Question

If we have 2A=3B and 4B=5C then $ A:C=? $ \[\]
A. $ 4:3 $ \[\]
B. $ 8:15 $ \[\]
C. $ 3:15 $ \[\]
D. $ 15:8 $ \[\]

Answer 1

Hint: We recall the definition of ratio and property of ratio. We divide both sides of $ 2A=3B $ by 3 to express $ A $ in terms of $ B $ . We divide $ 4B=5C $ to express $ C $ in terms of $ B $ . We express the ratio of $ A: C=\dfrac{A}{C} $ and put $ A, C $ in terms of $ B $ to simplify. \[\]

Complete step by step answer:
A ratio is a fraction with both numerator and denominator as positive numbers. If $ a $ and $ b $ are two positive numbers then the ratio from $ a $ to $ b $ is given as
\[a:b=\dfrac{a}{b}\]
We can multiply or divide a positive number $ k $ and the value of the ratio will not change. It means
\[\begin{align}
  & a:b=ka:kb \\
 & a:b=\dfrac{k}{a}:\dfrac{k}{b} \\
\end{align}\]
  If $ a,b $ are positive integers and they are co-prime then the ratio $ a:b $ is said to be in simplest form. If $ a,b $ are not co-primes then we can divide both $ a $ and $ b $ by the greatest common divisor (gcd) of $ a $ and $ b $ to convert the ratio into the simplest form. \[\]

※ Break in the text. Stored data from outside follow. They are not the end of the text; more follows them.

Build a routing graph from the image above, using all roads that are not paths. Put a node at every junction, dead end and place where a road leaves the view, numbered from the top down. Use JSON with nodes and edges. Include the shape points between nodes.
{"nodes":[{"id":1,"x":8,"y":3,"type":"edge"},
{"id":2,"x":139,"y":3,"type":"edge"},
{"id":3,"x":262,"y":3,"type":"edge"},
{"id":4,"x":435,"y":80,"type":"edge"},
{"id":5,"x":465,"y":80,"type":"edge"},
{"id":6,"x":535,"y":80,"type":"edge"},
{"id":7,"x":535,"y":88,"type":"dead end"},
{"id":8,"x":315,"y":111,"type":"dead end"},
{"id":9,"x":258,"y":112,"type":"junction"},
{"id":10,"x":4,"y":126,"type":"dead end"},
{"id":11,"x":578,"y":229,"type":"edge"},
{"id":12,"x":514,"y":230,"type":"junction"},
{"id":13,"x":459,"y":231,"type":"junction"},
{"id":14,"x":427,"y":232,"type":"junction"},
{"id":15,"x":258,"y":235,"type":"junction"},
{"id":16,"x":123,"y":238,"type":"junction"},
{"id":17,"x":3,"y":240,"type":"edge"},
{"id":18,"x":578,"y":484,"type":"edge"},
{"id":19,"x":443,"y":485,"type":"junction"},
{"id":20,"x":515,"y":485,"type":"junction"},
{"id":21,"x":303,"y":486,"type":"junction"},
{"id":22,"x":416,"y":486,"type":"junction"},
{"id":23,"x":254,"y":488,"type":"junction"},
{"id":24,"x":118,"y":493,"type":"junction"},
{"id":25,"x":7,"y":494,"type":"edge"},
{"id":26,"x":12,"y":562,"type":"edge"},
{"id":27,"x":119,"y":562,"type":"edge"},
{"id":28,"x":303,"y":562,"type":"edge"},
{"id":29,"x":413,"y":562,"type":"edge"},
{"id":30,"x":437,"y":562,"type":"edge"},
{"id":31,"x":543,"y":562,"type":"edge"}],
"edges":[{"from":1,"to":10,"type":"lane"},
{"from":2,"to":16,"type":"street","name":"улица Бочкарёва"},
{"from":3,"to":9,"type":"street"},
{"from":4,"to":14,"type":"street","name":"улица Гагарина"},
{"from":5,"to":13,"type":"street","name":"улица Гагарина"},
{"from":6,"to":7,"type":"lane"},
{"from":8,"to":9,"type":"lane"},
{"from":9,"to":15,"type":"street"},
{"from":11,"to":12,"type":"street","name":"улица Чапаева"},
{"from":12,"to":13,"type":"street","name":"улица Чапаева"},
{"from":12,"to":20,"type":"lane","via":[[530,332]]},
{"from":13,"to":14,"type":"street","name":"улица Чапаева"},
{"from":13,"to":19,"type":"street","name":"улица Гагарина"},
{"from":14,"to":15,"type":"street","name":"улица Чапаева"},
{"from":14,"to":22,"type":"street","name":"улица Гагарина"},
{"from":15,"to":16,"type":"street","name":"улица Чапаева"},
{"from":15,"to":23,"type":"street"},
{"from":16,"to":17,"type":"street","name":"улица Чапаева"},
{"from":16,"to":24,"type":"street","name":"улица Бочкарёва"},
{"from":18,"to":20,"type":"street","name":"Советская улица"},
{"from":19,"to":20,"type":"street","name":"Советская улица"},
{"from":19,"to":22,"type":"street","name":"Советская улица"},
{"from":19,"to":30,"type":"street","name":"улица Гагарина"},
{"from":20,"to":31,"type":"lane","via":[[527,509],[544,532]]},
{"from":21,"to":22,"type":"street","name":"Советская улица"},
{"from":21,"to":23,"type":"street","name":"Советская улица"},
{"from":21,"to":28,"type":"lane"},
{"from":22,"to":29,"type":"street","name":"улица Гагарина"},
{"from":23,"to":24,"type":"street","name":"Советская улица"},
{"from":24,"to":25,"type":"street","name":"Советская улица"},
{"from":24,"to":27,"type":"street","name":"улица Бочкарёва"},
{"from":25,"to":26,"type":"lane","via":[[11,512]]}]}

We are given $ 2A=3B $ and $ 4B=5C $ . We see that in both the equations $ B $ is common. So let us divide both sides of $ 2A=3B $ by 2 and express $ A $ in terms of $ B $ . We have
\[\begin{align}
  & 2A=3B \\
 & \Rightarrow \dfrac{2A}{2}=\dfrac{3B}{2} \\
 & \Rightarrow A=\dfrac{3B}{2} \\
\end{align}\]
So let us divide both sides of $ 4B=5C $ by 5 and express $ C $ in terms of $ B $ . We have
\[\begin{align}
  & 4B=5C \\
 & \Rightarrow \dfrac{4B}{5}=\dfrac{5C}{5} \\
 & \Rightarrow C=\dfrac{4B}{5} \\
\end{align}\]
 We now find the ratio $ A:C $ as;
\[A:C=\dfrac{A}{C}\]
We put the expressions of $ A,C $ in terms of $ B $ and have;
\[\Rightarrow A:C=\dfrac{\dfrac{3}{2}B}{\dfrac{4}{5}B}\]
We divide both numerator and denominator by $ B $ to have;
\[\Rightarrow A:C=\dfrac{\dfrac{3}{2}}{\dfrac{4}{5}}\]
We know how to divide fractions. We multiply the reciprocal of the fraction in the denominator to have;
\[\begin{align}
  & \Rightarrow A:C=\dfrac{3}{2}\times \dfrac{5}{4} \\
 & \Rightarrow A:C=\dfrac{3\times 5}{2\times 4} \\
 & \Rightarrow A:C=\dfrac{15}{8} \\
 & \Rightarrow A:C=15:8 \\
\end{align}\]
So the correct option is D. \[\]

Note:
We note that if $ \dfrac{a}{b} $ then its reciprocal is given as $ \dfrac{b}{a} $ where $ a,b $ cannot be zero. We should always multiply fraction numerator by numerator and denominator by denominator. We note that ratio is used to compare similar quantities and in some units. It cannot be used to compare dissimilar quantities. We should remember that the ratio does not have any unit and is always expressed in the simplest form.